The Taxidermist’s Daughter is a story of guilt, revenge, loyalty, love, loss and long-kept secrets. From the start, it reminded me of a Dickens novel; the vividly depicted  marches and graveyard, the revelation of an old secret, people not being where or whom we expect them to be, and the names of characters and places that resonate so strongly with their role in the story. Could Crowther have had any other name, as he watches and waits for his moment? Could Blackthorn House have been called anything else? I think not. Connie’s father certainly has a metaphorical thorn in his side and yet, like Connie, we spend our time hoping, as the layers are pulled back and we get closer to the kernel of truth, that we’re being misdirected and her father is innocent of any wrongdoing.

In an interview in the Guardian in 2014, Mosse said she no longer wrote literary fiction: “I realised that I should have listened to myself sooner. My skill is storytelling, not literary fiction.”

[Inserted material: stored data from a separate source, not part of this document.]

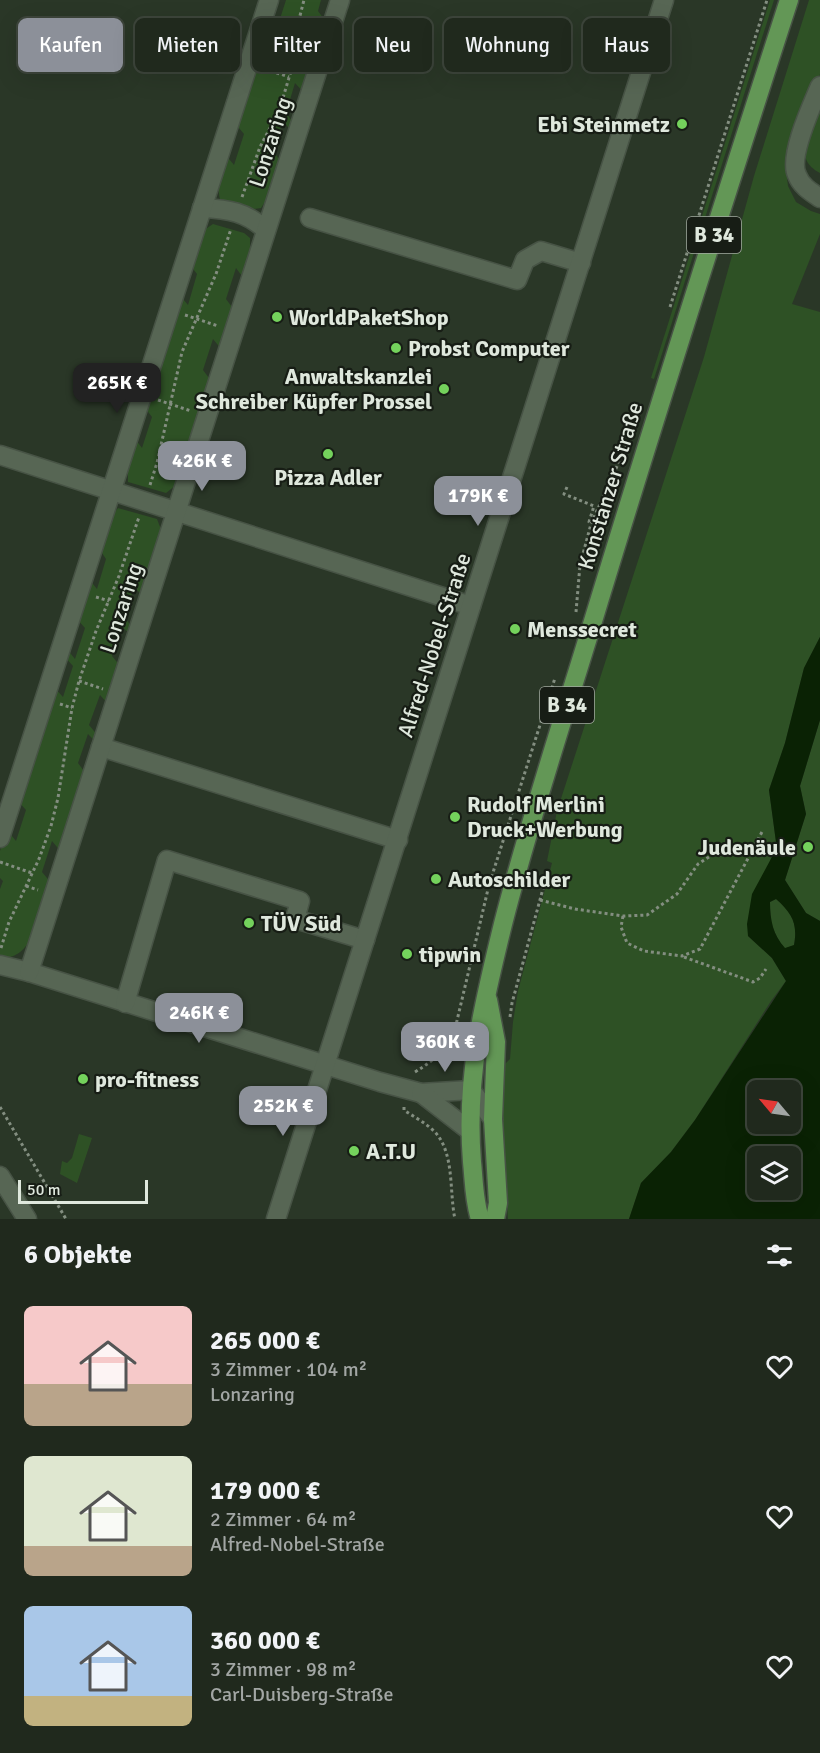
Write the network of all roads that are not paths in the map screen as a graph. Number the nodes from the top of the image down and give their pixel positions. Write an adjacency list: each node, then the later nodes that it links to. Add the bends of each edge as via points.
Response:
1 (268, 0): 7 (street, Lonzaring)
2 (340, 0): 9 (street, Lonzaring)
3 (664, 0): 10 (street, Alfred-Nobel-Straße)
4 (789, 0): 21 (main road, Konstanzer Straße / B 34, via 613,553 513,884)
5 (820, 86): 6 (street, via 795,153 796,174)
6 (820, 198)
7 (202, 208): 9 (street, Lonzaring, via 237,212 254,219); 12 (street, Lonzaring)
8 (310, 218): 10 (street, via 517,280 525,260 541,251)
9 (266, 230): 13 (street, Lonzaring)
10 (581, 263): 14 (street, Alfred-Nobel-Straße)
11 (0, 454): 12 (street)
12 (111, 490): 13 (street); 16 (street, Lonzaring)
13 (177, 512): 14 (street); 15 (street, Lonzaring)
14 (471, 606): 17 (street, Alfred-Nobel-Straße)
15 (101, 747): 17 (street); 20 (street, Lonzaring)
16 (0, 838)
17 (398, 840): 18 (street, Alfred-Nobel-Straße)
18 (365, 940): 22 (street, via 295,919 300,901 167,860); 23 (street, Alfred-Nobel-Straße)
19 (0, 965): 20 (street)
20 (29, 972): 22 (street)
21 (486, 990): 24 (main road, Konstanzer Straße / B 34); 26 (main road, Konstanzer Straße / B 34, via 496,1042)
22 (125, 1003): 23 (street)
23 (326, 1065): 25 (street); 30 (street, Alfred-Nobel-Straße)
24 (471, 1090): 25 (street); 26 (street); 27 (main road, Konstanzer Straße / B 34)
25 (421, 1092): 27 (street)
26 (493, 1119): 32 (main road, Konstanzer Straße / B 34, via 498,1203)
27 (470, 1131): 31 (main road, Konstanzer Straße / B 34)
28 (0, 1176): 29 (street)
29 (27, 1219)
30 (276, 1219)
31 (480, 1219)
32 (495, 1219)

Much as I hate to disagree with someone whose work I admire so much, I think she’s wrong. I’m not keen on the literary distinction anyway, but it’s possible to tell a great story while using beautiful and well-crafted language to do so. I know this because Kate does it so well – and she has done it again with this novel. The gothic, foreboding tone is set right from the start by her opening paragraph:

Midnight. in the graveyard of the church of St Peter and St Mary, men gather in silence on the edge of the drowned marshes.
Watching. Waiting.

Her blending of description with narrative is masterful, too, setting the scene simply and vividly:

The rain strikes the black umbrellas and cloth caps of the farm workers and dairymen and blacksmiths. Dripping down between neck and collar, skin and cloth. No one speaks.

Literary devices? Hmm, I’d say she can use a few. I’ll let you pick out the assortment contained in just this paragraph – and we’re still only on the first page:

It is a custom that has long since fallen away in most parts of Sussex, but not here. Not here, where the saltwater estuary flows put to the sea. Not here, in the shadow of the Old Salt Mill and the burnt-out remains of Farhill’s Mill, its rotting timbers revealed at low tide. Here, the old superstitions still hold sway.

The drama of the final scenes, the wildness of the weather, the isolation of the village and Blackthorn House, and the bittersweet twist when the truth is revealed, make this an atmospheric and compelling gothic thriller – and a perfect example of a book where plot, characterisation, theme and setting are perfectly balanced and beautifully blended. I won’t say effortlessly blended, because this kind of excellence requires a great deal of effort – effort that, thankfully, Kate Mosse seems willing and very capable of putting in.